— Exercise description —
Return all lines in the data where the string "options" can be found.

--------------------------------

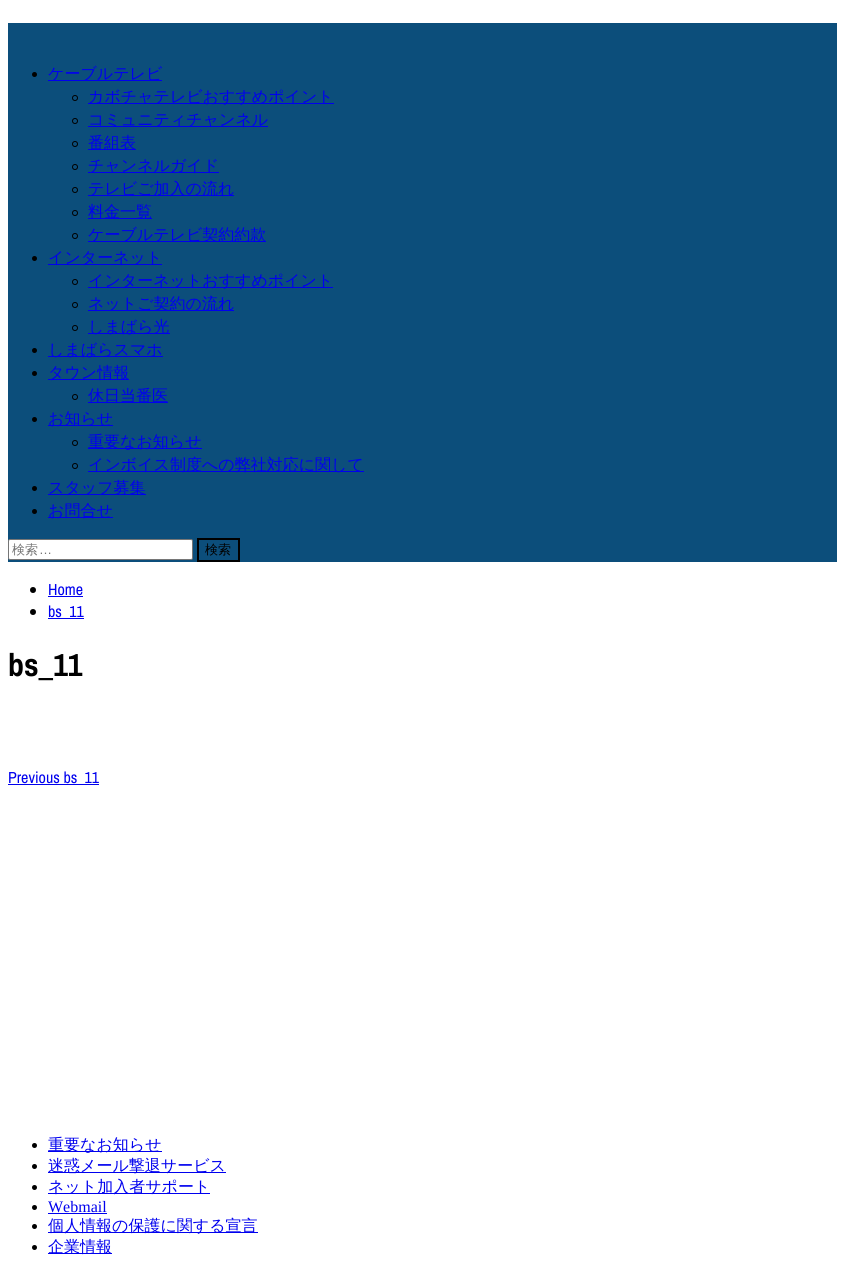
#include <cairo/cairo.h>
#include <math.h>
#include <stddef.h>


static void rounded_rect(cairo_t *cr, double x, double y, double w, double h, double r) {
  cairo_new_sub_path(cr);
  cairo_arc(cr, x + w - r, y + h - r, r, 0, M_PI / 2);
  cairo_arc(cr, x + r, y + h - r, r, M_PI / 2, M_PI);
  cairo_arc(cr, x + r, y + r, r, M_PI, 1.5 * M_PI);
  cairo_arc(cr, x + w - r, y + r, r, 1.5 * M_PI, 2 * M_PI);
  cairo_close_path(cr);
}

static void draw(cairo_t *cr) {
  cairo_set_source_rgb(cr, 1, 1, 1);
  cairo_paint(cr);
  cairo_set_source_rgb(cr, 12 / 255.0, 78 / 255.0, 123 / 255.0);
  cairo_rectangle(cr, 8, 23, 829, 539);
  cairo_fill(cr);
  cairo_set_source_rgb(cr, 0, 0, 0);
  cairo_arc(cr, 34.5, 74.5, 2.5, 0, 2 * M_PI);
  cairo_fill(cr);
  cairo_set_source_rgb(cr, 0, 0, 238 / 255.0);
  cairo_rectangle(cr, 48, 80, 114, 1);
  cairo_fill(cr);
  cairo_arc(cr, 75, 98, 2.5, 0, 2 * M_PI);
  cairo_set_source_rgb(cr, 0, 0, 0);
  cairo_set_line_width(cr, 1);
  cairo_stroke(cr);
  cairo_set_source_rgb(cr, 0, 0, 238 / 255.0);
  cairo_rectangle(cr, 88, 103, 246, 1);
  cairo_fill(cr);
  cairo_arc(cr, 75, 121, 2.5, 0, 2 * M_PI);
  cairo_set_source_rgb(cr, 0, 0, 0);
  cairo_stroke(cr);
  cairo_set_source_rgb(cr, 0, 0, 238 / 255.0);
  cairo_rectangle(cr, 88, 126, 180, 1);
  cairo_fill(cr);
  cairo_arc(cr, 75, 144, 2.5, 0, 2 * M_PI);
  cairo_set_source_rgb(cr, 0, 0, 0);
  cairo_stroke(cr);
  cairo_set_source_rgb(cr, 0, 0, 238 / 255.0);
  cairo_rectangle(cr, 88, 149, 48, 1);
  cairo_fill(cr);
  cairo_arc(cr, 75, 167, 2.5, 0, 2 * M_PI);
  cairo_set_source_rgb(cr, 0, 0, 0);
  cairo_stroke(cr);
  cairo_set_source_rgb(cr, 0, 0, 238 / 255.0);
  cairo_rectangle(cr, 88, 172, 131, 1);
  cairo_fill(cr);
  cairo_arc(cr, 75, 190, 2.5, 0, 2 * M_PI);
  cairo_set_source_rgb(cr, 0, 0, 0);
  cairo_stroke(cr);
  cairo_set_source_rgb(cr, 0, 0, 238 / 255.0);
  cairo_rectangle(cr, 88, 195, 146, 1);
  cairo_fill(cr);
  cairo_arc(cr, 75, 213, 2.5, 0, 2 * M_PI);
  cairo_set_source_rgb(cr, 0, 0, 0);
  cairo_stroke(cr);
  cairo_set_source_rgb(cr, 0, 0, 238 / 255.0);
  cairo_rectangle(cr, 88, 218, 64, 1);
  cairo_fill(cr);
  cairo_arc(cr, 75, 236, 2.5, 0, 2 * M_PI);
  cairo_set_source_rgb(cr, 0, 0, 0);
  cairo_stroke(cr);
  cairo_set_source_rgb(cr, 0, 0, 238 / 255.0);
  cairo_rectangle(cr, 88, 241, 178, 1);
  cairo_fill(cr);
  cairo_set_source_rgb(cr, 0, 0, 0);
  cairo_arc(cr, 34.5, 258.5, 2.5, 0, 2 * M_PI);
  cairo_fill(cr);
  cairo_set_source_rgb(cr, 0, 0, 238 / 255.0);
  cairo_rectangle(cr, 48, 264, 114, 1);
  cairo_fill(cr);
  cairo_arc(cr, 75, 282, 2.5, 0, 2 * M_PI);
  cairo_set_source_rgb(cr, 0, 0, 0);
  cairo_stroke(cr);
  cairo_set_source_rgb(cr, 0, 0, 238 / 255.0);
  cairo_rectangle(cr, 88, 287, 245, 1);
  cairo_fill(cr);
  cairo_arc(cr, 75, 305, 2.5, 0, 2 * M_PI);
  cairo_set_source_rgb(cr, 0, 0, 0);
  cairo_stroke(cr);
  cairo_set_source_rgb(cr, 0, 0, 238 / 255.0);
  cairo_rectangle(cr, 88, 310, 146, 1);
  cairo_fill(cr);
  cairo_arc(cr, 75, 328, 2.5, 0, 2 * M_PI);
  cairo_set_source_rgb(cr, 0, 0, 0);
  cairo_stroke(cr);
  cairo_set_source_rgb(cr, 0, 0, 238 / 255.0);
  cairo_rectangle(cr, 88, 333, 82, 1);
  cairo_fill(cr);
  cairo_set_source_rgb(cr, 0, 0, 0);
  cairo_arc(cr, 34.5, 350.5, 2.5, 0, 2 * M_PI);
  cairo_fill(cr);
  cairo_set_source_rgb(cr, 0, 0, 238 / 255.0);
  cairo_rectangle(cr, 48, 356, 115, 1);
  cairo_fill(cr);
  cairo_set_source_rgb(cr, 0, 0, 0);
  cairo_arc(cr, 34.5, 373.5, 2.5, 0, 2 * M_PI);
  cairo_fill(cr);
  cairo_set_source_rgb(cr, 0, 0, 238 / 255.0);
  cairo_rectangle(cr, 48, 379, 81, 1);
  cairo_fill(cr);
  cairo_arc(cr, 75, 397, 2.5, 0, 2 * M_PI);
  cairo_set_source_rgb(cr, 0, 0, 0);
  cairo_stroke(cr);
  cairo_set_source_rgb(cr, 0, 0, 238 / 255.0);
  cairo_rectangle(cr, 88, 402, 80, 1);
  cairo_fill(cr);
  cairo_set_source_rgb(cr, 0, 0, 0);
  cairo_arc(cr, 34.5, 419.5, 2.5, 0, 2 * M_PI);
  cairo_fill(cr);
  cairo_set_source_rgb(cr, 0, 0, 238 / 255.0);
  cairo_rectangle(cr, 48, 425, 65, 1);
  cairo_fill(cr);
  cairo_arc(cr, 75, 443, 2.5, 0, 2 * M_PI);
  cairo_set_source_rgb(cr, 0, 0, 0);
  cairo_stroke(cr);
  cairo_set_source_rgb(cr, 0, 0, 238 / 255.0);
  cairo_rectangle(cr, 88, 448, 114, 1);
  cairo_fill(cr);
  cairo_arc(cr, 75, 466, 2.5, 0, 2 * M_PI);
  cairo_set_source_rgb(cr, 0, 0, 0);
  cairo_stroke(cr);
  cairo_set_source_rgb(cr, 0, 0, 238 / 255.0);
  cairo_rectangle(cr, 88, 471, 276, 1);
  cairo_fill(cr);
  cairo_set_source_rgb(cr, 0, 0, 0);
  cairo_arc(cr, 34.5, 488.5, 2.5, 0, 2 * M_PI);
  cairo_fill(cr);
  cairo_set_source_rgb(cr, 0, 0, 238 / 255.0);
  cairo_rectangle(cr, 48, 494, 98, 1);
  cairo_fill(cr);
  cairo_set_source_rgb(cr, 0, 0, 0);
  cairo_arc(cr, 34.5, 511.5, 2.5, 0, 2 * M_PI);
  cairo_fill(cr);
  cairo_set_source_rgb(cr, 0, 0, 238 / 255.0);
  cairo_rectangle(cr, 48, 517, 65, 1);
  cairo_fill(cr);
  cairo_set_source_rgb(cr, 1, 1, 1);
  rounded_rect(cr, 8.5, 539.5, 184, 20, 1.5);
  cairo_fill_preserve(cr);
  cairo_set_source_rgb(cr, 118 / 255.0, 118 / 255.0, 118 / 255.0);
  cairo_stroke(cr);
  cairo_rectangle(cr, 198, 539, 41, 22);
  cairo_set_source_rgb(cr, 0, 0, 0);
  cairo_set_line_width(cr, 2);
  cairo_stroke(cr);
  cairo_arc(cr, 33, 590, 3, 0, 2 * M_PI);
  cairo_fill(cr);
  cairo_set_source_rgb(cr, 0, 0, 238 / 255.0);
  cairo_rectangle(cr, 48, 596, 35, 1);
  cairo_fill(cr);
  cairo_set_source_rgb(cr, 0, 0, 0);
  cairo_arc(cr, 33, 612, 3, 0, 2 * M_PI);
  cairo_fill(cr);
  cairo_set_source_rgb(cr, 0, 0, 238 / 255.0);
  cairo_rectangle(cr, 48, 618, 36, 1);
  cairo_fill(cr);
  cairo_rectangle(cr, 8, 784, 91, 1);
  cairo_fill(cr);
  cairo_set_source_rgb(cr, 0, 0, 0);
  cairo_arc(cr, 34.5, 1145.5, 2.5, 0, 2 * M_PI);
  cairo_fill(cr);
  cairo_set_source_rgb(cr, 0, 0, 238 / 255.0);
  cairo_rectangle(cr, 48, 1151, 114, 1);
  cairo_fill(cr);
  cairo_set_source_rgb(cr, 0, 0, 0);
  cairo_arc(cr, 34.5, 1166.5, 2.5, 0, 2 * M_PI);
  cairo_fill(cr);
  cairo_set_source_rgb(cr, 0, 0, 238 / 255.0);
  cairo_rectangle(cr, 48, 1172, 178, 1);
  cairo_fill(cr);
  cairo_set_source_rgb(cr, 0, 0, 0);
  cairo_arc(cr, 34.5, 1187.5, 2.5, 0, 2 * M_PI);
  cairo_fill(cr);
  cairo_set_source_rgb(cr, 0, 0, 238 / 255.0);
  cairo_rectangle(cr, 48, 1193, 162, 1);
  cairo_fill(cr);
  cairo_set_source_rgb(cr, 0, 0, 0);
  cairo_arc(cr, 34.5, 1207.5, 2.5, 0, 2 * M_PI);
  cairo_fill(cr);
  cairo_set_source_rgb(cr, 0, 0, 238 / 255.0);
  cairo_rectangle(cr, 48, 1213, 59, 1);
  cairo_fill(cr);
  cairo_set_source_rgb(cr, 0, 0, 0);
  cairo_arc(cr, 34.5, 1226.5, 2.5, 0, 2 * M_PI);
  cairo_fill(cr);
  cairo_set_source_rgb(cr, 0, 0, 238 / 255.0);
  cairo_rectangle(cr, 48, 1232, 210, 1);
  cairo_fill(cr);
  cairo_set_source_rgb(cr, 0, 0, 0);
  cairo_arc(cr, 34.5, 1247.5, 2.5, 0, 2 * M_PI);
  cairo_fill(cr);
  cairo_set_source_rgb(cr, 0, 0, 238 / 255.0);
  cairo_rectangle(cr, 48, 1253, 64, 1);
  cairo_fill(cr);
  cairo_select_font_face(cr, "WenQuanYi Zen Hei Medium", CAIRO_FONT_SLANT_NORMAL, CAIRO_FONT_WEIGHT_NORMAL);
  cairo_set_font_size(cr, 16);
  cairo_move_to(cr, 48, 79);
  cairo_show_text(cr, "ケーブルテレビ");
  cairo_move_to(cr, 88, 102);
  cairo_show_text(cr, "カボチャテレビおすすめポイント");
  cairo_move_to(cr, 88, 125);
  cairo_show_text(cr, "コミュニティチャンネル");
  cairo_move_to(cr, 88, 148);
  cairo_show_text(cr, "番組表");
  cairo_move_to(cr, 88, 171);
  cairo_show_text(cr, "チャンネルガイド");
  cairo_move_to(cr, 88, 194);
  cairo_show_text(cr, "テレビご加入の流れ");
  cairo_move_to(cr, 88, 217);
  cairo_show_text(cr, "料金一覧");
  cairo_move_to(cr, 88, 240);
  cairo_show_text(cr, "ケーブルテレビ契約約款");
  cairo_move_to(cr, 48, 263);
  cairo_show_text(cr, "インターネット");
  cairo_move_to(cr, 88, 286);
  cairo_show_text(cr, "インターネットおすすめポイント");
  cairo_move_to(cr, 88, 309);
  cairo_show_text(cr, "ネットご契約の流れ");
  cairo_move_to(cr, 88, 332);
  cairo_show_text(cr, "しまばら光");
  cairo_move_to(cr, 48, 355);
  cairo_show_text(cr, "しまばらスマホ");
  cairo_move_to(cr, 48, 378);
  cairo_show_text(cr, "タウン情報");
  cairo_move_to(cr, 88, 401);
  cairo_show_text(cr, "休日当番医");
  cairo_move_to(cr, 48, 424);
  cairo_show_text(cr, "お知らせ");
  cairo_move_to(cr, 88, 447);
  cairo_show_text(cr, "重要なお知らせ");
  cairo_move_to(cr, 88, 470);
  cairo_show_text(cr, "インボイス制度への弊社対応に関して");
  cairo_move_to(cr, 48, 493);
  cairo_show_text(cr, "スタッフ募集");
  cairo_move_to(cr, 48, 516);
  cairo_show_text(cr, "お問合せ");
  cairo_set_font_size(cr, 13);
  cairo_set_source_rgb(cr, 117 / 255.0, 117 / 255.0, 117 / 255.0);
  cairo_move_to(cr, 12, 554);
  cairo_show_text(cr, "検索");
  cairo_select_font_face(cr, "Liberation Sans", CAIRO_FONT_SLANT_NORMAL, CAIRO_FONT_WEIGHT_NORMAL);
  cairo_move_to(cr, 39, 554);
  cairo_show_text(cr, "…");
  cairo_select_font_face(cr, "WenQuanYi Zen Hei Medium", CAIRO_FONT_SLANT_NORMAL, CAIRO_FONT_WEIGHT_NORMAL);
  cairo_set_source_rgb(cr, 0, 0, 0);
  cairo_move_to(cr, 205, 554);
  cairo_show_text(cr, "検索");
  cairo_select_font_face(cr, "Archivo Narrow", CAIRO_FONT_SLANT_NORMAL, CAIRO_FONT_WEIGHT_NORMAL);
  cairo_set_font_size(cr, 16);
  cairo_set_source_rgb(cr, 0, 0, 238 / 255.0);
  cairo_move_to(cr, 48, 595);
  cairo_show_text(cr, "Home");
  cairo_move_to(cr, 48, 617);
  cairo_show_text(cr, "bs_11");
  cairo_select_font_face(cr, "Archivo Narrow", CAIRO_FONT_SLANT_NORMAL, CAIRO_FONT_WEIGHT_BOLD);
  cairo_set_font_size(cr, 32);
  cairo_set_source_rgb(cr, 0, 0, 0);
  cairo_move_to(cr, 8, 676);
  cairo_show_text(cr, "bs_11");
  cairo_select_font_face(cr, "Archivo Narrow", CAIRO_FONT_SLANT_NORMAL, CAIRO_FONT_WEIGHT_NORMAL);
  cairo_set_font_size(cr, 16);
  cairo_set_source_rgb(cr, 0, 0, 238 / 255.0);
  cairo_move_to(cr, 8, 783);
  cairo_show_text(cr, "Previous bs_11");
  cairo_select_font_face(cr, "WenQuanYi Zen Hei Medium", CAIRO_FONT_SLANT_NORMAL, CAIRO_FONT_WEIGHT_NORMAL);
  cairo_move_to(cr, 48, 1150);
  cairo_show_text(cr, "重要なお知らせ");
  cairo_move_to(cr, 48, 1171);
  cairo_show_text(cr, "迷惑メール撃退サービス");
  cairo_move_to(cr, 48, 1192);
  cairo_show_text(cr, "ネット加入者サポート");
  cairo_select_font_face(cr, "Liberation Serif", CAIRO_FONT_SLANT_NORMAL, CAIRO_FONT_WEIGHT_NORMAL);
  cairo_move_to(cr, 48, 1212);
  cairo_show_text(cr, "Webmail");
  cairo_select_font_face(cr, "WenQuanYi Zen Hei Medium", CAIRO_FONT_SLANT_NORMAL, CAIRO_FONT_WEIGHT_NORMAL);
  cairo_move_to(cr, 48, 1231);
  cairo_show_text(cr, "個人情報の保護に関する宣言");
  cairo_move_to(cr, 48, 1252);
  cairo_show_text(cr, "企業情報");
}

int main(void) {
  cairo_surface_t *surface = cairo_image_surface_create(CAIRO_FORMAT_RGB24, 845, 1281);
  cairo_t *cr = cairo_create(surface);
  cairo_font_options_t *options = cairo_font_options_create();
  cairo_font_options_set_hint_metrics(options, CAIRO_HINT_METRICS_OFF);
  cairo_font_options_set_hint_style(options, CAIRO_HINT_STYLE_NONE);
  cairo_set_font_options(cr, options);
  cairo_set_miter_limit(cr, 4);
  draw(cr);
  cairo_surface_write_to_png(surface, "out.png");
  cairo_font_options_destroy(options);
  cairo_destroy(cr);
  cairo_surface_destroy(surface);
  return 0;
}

--------------------------------

— Output for this exercise —
  cairo_font_options_t *options = cairo_font_options_create();
  cairo_font_options_set_hint_metrics(options, CAIRO_HINT_METRICS_OFF);
  cairo_font_options_set_hint_style(options, CAIRO_HINT_STYLE_NONE);
  cairo_set_font_options(cr, options);
  cairo_font_options_destroy(options);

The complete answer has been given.